# Partner's IELTS for 489 VIsa



## amdan (Jan 2, 2013)

Dear Sir,
I have applied for 489 subclass visa and I'm now in the final stage of the process. My souse and I have already submitted police clearances and health examination. We had informed the case officer that she was going to sit for the exam first time. But in the first attempt, my spouse failed to score 4.5 in IELTS. She scored 4.0. Now she is going to do the exam again. Will the case officer wait until we submit IELTS or we need to pay AUS$ 4250 for not doing the IELTS? If we late to submit IELTS, is there any possibility to refuse the visa? Please help.

Thanks,

Amdan


----------



## Andrews (Dec 6, 2012)

Well, We make sure you will meet the requirements. Most 489 visa applicants need to sit an English test called IELTS. We give our clients insider hints and tips for passing their IELTS test..


----------



## sandeep aulakh (May 10, 2013)

Hye sir /madam
I have 489 visa.I have lodged my application in 15 January 2013
Please tell me this visa process how much it will take and I have to give Ilets 4.5 band 
I have booked my test on 8 june.I have to know will there be any problem in my visa 
Approval bcoz of Ilets if I don't pass it?? My visa is regional sponsored 489 ..my husband got permanent residency in Aug 2013 and now we are living in regional area for complete this 2 year condition...
Thanks


----------



## bonny (Jul 2, 2013)

*hye amdan*

hye amdan m very confused about the visa requirements for my partner visa for 489.everyone have different views i consult three agents so far can you please send the checklist for visa or can call me anytime 0434287264.please man help me up efforts done from your side would be appreciated.thnks in advance


----------



## bonny (Jul 2, 2013)

can page admin plz help me up with this


----------



## azharpathan81 (May 24, 2013)

Hi Bonny

You need to score 4.5 in IELTS or else pay AUD 4050.
Don't worry try & score 4.5, GOD forbid if u fail u still have option to pay money & proceed. 
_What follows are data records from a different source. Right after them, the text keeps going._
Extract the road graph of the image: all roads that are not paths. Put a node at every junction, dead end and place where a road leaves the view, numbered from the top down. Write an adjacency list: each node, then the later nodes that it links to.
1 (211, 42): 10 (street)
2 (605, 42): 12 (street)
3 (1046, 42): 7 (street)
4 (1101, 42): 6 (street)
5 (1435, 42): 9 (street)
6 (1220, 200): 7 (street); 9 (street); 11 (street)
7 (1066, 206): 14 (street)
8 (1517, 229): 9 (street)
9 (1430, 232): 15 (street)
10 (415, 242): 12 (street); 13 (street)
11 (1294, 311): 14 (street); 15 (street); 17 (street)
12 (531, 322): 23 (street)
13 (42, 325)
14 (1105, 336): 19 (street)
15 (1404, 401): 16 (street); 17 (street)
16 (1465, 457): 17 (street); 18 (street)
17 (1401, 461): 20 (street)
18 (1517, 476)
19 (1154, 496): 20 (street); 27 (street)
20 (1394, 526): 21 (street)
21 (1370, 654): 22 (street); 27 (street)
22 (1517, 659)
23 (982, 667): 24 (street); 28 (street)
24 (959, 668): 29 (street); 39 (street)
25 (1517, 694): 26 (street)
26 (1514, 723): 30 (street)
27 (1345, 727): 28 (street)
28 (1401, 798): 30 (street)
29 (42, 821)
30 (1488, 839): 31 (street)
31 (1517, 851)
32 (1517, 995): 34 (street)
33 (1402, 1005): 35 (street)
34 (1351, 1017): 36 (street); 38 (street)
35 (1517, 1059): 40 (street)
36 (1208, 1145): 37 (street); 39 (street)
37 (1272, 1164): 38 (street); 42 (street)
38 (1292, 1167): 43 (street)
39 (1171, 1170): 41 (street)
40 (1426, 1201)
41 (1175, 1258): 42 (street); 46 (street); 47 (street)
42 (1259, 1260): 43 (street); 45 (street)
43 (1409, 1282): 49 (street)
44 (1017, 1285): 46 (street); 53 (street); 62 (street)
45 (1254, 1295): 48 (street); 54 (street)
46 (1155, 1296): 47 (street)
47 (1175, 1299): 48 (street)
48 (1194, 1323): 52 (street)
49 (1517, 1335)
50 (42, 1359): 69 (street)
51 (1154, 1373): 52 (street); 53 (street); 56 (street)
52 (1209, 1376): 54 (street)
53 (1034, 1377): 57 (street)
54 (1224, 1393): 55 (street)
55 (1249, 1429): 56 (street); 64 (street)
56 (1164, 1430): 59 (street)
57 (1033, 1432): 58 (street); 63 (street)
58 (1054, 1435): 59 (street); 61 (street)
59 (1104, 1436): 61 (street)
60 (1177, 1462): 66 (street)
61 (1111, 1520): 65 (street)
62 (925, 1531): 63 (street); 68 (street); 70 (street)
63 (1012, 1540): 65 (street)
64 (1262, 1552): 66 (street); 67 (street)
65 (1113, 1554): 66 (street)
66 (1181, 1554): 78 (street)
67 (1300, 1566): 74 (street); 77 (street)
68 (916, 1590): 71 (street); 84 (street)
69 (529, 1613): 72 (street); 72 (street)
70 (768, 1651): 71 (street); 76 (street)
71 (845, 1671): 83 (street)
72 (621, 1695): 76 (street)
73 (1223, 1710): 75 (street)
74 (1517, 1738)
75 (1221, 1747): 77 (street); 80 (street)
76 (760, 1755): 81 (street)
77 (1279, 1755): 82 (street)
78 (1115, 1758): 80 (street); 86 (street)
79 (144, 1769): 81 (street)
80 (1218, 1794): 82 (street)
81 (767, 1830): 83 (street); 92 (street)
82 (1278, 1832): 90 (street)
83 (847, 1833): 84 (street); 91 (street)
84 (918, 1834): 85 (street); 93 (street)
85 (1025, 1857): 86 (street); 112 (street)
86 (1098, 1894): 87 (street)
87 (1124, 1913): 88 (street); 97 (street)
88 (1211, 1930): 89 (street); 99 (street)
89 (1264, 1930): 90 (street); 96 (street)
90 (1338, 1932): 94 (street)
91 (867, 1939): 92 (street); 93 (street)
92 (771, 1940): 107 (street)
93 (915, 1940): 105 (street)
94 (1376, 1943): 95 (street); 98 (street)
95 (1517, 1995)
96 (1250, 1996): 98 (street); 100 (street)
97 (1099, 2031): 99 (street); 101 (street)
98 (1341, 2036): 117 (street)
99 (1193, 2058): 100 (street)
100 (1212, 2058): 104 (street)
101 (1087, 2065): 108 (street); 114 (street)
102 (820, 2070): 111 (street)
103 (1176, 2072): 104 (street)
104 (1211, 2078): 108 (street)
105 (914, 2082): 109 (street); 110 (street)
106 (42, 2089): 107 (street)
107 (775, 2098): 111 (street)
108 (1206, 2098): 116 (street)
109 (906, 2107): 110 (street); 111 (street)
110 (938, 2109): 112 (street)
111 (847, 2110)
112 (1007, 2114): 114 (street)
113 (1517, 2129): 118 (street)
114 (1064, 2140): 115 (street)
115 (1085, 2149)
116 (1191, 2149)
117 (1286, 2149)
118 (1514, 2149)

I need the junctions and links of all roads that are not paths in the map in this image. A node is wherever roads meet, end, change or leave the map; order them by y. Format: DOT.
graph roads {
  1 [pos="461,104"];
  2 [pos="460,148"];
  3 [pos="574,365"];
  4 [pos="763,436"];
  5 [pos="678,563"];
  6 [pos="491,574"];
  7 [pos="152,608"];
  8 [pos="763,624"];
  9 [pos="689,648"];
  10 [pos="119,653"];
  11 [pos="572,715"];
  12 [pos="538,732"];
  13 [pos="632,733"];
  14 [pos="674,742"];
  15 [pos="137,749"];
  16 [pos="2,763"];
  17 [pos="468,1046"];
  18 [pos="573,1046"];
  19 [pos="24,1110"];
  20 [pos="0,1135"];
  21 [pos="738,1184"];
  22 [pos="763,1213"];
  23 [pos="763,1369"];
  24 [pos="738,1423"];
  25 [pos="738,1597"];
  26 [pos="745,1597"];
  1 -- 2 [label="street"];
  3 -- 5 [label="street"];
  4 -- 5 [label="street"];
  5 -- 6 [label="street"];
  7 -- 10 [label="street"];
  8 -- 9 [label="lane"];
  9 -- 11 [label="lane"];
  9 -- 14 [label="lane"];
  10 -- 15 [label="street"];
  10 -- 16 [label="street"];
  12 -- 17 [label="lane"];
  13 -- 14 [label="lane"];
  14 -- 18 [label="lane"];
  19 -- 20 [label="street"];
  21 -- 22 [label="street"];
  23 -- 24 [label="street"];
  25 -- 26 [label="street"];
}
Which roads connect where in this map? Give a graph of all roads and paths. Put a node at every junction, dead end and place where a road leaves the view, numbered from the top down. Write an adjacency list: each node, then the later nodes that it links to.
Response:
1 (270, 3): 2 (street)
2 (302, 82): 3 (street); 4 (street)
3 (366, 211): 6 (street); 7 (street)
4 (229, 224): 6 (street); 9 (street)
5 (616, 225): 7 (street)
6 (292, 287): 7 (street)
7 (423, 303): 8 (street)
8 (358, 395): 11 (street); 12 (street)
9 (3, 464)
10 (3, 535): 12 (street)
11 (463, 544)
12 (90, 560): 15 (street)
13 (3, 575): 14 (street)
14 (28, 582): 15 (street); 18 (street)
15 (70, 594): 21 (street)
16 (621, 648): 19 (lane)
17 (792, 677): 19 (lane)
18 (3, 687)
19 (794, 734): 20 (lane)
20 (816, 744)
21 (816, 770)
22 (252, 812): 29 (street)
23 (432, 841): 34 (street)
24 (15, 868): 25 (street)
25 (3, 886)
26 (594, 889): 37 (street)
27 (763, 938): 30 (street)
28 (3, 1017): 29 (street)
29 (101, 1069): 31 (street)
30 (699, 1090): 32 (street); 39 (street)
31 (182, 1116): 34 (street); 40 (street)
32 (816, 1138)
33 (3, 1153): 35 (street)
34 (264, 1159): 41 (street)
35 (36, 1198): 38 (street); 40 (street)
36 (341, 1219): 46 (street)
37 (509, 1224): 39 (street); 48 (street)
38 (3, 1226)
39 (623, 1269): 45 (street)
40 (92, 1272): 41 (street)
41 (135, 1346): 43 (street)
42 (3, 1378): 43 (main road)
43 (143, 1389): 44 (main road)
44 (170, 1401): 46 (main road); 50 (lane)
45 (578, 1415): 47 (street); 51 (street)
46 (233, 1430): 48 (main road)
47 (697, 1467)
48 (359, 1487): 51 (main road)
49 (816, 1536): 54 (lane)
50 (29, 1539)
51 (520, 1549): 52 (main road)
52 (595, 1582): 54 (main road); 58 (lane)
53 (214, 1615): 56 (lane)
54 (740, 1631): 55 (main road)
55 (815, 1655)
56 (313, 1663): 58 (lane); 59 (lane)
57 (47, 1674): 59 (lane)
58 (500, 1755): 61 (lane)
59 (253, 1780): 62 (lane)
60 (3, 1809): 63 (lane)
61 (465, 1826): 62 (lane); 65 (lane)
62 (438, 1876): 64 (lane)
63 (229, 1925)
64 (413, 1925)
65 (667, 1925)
My spouse paid this. We are on 190 state sponsored visa in Adelaide.


----------



## sanjuz (Oct 27, 2013)

*Visa 489*

Hi

I am sanjay

My Spouse has done Masters in Human Resource but through Part time and her Bachelors also from Part time (from Recognize university) is it qualify for bachelors degree qualification points

She has 8 years of Work experience

We are going to try for Visa 489 is there any chances to Get a visa

I am new to this Forum Community 
Moderator : Please suggest me how to apply and required things for getting Visa 489


----------



## Maggie-May24 (Jul 24, 2011)

sanjuz said:


> Hi
> 
> I am sanjay
> 
> ...


If you read the Immigration website pages on the 489 visa, it should tell you the requirements for the visa and how to apply.
Skilled - Nominated or Sponsored (Provisional) (subclass 489) visa

After you've read this, come back with any specific questions you may have.


----------



## sanjuz (Oct 27, 2013)

maggie-may24 said:


> After you've read this, come back with any specific questions you may have.


Hi maggie

I read all the points its like if education is bachelors Degree you can apply but there is no where is stated that it has to be full time or part time.

My wife has done her Masters and Graduation but from Distance Education IGNOU which certified by UGC

She has 8 Years of Work Experience.

How can i apply online expression of Interest.


----------



## pralis (Nov 3, 2013)

Hai all,,,,
Any new updates on subsequent entrant 489 visa,,,,,


----------